Size of the firm will be estimated using the natural logarithm of sales. This measure is the most common used proxy for size. It has been used before in other studies by Titman and Wessels, 1998; Rajan and Zingales, 1995; Ozkan, 2001. Another possible measure for this variable could be the natural logarithm of total assets, but this way could be subject to some accounting problems, so the first method is preferred.

Tangible assets

Tangible assets are estimated by the ratio of the sum of total PPE (property, plant and equipment) and inventories to total assets, as used by Kemp et al., 1999. The tangible assets are used as a measure of collaterals that could be used in case of bankruptcy of the firm. The more collateral a firm has the more debt it can raise. Inventories can be used together with tangible assets because debt is used partly to finance the inventories and in case of liquidation of the firm, the inventories have some value.

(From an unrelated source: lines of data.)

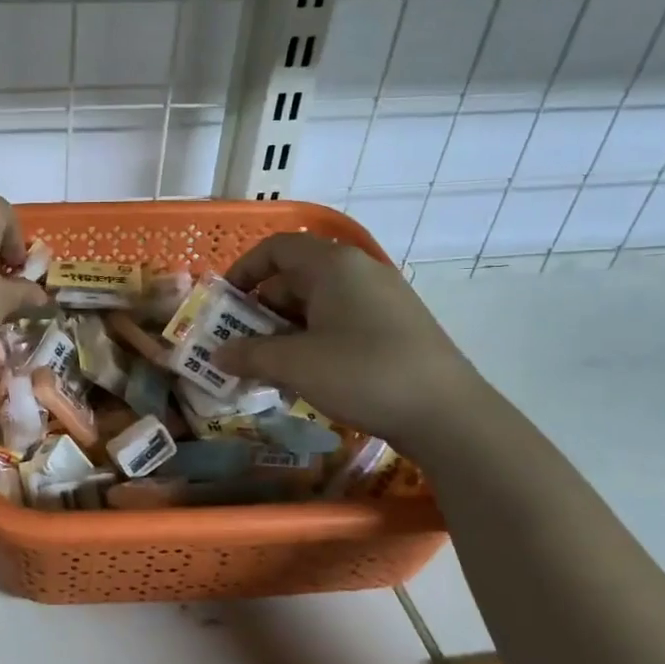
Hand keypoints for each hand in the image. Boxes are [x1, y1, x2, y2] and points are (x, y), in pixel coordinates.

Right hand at [214, 233, 489, 442]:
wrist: (446, 414)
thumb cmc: (361, 373)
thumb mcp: (294, 365)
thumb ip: (249, 354)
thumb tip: (218, 354)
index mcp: (333, 265)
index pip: (276, 249)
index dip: (244, 271)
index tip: (223, 304)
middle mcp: (358, 271)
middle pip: (294, 278)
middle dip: (260, 312)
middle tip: (240, 347)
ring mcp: (380, 299)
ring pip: (316, 305)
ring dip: (284, 333)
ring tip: (267, 370)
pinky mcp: (394, 327)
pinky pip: (340, 323)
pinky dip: (313, 342)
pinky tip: (305, 377)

Another way to estimate the proportion of tangible assets in the total assets is by the ratio of the total fixed assets to total assets (Rajan, Zingales 1995; Titman, Wessels 1988).

Intangible assets

Intangible assets of a firm are considered to be proxies for the uniqueness of the firm and also the uniqueness of the firm’s collateral or the lack of liquidity. They are estimated as the ratio of intangible assets to total assets or by the R&D and marketing and selling expenses. The more unique products a company has it is considered to have more future opportunities of development. As it is difficult to measure the real value of the intangible assets, they can’t be considered as collateral in case of bankruptcy, so the firms can’t raise larger amounts of debt. The intangible assets variable has a significant number of missing observations. As a result, I introduced a dummy variable for intangible assets in order to proxy for the missing observations. I set the intangible assets variable to zero when this variable was not reported and the dummy variable was assigned the value of one. In cases when the intangible assets were reported, the dummy variable was set to zero. (Kayhan, Titman, 2006)

Growth opportunities

Growth opportunities are estimated by the market-to-book value of assets (M-T-B). There are other ways to proxy for the growth opportunities: the R&D expenses, marketing expenses, selling expenses, capital expenditures or P/E ratio (Titman and Wessels, 1988). I prefer the first measure as it easy to calculate it from the financial statements and because the other measures are difficult to measure from financial statements.

Profitability

Profitability will be estimated as EBITDA over total assets as in studies by Ozkan, 2001 or Miguel and Pindado, 2001. I expect to find a positive relation between profitability and leverage. More profitable firms are likely to benefit more from the debt tax shield and might be perceived as less risky, as consistent with the trade off theory of capital structure. A negative relation between profitability and leverage is consistent with the pecking order model of financing because managers use internal funds first and then raise external capital, leading to lower debt ratios in case of high profits.

Business risk

The business risk variable refers to the operating risk of the firm and the probability of having financial distress costs and bankruptcy. I define the business risk as the standard deviation of EBIT over total assets, as used by Titman and Wessels, 1988; Booth at al., 2001. Other measures of risk include: volatility of earnings, defined as the difference between the standard deviation of EBIT and the expected value of EBIT, following Miguel and Pindado (2001) and the squared difference between the firm’s profitability and the cross section mean of profitability for each year (Kremp et al., 1999). I expect to find a negative relationship between business risk and leverage, as firms with high probabilities of financial distress and bankruptcy don’t have easy access to external financing.

Industry dummy variables

Industry dummy variables will be included in the regression in order to proxy for the industry-specific determinants of leverage not captured in the above variables. Seven main dummy variables are used: oil, fast moving consumer goods, manufacturing, transport, communications, trade, services. The base variable is the manufacturing dummy variable, because the largest number of firms in the total sample that belong to this industry.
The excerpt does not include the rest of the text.